Return the number of lines below that contain "Schloßstraße"; nothing else belongs in the reply.

┌──

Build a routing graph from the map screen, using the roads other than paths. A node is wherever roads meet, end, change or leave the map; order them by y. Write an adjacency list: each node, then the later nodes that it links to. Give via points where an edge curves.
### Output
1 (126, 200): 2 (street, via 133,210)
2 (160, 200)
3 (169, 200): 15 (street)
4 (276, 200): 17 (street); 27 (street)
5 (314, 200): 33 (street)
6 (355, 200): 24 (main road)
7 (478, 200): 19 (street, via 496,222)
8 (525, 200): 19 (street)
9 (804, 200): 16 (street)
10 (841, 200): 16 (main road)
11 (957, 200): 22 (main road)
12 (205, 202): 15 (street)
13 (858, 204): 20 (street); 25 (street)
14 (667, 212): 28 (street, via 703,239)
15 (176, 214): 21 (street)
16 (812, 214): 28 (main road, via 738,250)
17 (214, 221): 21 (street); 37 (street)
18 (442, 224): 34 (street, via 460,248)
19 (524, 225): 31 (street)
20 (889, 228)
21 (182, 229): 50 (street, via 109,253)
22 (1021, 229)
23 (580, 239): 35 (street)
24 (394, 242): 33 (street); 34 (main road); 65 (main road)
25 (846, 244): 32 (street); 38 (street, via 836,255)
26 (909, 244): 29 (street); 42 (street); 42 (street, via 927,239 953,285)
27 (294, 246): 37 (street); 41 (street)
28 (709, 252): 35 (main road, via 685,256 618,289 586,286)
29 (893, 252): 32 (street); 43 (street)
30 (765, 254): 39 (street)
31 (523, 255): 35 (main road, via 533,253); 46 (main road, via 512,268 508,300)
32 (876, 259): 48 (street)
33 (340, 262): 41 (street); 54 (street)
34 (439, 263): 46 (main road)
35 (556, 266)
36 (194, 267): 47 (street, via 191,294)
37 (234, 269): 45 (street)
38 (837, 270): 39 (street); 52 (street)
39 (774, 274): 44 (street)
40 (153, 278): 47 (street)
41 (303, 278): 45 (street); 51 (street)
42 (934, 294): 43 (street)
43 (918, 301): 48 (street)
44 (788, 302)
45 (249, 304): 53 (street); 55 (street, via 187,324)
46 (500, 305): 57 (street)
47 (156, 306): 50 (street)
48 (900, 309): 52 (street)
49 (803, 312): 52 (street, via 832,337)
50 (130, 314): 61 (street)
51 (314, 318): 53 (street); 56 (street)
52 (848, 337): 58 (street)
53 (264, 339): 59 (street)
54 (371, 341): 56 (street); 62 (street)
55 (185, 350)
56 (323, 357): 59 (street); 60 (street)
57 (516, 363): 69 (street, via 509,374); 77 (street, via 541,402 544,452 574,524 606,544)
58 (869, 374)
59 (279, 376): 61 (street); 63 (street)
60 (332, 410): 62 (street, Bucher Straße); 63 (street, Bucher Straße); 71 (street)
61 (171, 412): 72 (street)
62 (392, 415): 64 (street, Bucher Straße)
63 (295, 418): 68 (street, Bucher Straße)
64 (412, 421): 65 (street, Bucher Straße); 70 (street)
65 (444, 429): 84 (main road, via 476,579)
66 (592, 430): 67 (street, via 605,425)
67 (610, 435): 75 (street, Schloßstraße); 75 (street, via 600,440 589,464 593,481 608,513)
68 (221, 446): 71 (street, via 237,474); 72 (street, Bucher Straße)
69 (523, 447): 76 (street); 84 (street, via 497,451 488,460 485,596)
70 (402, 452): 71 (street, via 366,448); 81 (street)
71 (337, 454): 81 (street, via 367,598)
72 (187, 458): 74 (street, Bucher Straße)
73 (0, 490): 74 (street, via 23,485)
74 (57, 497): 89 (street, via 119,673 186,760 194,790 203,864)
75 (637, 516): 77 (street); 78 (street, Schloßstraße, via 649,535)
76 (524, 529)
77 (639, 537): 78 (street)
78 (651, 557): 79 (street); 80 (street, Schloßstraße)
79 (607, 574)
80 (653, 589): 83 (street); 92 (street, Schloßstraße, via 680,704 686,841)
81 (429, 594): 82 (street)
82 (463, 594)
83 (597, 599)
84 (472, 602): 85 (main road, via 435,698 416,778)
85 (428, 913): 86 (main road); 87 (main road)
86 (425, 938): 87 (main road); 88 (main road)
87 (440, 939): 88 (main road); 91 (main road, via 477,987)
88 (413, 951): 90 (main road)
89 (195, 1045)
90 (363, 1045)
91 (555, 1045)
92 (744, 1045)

└──

OUTPUT BELOW: 4